/media_selection_predictability

This project aims to analyze entropy and predictability of media selection trajectories.

Primary LanguageJupyter NotebookMIT LicenseMIT

Media Prediction

This project is to estimate the predictability of media selection in a static movie selection task, and estimate the maximum predictability of music listening and web browsing trajectories.

It builds linear logistic model, SVM model, and Markov Chain Model to predict media selections.

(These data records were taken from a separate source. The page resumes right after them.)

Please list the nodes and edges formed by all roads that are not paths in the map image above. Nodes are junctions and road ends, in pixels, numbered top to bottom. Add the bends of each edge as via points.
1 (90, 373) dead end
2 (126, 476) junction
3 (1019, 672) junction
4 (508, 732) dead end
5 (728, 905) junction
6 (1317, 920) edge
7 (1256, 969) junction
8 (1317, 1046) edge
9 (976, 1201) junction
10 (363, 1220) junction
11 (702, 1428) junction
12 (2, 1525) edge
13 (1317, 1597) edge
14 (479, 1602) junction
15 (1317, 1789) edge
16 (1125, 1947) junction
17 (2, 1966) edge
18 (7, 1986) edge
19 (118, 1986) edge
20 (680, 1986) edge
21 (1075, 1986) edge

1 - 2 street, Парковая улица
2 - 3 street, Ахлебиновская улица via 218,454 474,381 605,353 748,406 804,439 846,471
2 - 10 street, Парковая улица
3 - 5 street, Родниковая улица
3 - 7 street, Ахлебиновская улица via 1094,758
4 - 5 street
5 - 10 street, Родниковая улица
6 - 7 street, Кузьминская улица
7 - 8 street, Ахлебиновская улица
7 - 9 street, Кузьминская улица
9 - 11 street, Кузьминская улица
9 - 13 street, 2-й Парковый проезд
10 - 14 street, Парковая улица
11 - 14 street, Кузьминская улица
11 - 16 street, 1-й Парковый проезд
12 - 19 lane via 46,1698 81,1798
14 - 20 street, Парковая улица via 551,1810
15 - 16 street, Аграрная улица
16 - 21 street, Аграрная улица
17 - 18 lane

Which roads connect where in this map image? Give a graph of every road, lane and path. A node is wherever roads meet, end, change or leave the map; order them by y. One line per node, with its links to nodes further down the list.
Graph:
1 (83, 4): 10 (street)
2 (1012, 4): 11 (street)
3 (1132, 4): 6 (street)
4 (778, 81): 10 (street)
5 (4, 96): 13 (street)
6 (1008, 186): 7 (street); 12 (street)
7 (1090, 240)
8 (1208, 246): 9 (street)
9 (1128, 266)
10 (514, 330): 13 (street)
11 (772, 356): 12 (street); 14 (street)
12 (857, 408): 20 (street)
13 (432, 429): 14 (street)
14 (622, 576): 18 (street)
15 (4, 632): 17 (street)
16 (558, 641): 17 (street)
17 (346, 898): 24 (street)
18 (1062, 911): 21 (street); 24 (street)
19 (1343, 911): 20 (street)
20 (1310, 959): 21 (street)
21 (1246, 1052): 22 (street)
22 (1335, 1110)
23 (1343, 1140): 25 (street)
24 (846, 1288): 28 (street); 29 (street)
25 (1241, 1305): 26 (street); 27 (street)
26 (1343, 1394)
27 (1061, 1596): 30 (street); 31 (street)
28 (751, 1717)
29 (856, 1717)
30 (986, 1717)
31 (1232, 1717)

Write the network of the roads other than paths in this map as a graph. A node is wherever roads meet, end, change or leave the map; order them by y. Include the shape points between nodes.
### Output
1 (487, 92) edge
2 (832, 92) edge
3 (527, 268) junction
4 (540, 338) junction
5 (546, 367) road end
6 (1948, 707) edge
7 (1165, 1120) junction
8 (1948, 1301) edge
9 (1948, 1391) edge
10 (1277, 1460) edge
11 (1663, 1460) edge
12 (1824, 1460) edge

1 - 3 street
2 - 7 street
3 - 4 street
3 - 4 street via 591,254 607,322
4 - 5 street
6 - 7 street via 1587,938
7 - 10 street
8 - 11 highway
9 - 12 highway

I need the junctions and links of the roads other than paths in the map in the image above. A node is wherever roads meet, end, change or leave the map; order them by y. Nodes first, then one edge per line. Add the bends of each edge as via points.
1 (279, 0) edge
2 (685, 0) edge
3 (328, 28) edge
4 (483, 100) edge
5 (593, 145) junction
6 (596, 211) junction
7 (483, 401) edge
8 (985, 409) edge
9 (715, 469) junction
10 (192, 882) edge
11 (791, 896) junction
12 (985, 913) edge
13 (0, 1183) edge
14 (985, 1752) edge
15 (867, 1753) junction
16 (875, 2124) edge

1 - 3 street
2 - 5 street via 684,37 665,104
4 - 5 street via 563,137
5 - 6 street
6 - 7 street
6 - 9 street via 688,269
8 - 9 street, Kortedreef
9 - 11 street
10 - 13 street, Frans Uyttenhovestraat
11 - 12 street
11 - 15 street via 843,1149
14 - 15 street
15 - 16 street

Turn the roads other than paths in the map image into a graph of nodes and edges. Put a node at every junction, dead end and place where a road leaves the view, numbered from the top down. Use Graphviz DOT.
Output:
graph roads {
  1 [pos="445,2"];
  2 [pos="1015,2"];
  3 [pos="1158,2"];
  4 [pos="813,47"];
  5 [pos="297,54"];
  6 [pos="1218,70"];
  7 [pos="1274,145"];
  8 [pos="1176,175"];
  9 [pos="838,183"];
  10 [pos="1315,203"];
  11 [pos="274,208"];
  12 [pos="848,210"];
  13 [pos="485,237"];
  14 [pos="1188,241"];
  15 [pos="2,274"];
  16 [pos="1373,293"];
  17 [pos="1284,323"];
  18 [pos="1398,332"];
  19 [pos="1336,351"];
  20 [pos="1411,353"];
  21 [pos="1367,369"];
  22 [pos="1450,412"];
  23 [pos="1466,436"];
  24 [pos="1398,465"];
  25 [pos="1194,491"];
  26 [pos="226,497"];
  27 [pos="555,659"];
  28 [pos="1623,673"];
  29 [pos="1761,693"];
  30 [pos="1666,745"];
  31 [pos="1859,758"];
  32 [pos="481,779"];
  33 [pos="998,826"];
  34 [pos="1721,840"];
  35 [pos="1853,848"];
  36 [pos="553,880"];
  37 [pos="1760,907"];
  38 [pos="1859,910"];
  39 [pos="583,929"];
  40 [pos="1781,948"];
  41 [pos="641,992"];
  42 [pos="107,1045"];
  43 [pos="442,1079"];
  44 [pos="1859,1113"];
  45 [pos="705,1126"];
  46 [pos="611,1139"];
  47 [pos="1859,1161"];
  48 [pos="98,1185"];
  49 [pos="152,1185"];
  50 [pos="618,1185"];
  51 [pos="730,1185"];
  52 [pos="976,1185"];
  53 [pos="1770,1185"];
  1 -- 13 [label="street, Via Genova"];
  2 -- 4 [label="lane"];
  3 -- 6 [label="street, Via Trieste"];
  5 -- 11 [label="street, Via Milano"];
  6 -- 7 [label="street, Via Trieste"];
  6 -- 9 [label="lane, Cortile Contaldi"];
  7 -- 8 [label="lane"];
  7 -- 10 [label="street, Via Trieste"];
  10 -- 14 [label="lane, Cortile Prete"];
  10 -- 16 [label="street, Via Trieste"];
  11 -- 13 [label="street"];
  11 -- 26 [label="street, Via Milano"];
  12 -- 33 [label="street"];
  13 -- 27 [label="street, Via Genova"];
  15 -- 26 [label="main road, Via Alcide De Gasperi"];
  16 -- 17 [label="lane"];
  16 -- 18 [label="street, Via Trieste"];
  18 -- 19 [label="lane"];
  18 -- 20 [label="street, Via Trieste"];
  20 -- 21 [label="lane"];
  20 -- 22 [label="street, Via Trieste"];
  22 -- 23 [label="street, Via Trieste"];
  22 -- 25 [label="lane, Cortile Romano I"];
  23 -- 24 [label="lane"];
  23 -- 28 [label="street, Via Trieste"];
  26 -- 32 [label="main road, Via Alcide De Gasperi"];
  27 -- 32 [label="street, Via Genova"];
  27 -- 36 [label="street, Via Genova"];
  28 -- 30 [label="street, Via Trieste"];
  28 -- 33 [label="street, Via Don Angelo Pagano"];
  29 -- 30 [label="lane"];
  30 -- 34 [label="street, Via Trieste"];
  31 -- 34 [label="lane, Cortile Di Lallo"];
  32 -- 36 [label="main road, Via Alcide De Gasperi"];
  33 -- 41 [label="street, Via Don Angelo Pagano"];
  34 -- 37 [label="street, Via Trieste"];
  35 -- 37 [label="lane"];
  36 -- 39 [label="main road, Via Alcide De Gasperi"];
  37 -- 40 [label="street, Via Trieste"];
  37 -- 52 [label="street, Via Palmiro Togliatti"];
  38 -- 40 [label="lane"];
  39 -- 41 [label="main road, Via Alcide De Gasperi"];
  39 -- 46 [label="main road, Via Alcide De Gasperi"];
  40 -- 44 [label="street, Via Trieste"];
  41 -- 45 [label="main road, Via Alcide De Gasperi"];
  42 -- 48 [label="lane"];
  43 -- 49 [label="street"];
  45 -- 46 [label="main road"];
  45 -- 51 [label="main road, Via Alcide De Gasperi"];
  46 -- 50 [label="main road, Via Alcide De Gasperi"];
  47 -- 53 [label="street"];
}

It includes evaluation of models - Accuracy of prediction, and a Leave-One-Out Cross Validation accuracy evaluation.

Data

  1. Last.fm Music Recommendation Dataset (1K users).
  2. Web History Repository Dataset (~500 users)
  3. Movie Selection Dataset from Gong et al. 2023

Code

code is in utils directory

  1. Entropy.py contains functions that can evaluate the emprical entropy of the empirical sequences.
  2. Prediction.py contains functions that can evaluate the maximum predictability of the empirical sequences.
  3. Markov.py contains functions that can build a Markov Chain model and estimate its Leave-One-Out prediction accuracy.

Analysis

Analysis is conducted as jupyter notebooks.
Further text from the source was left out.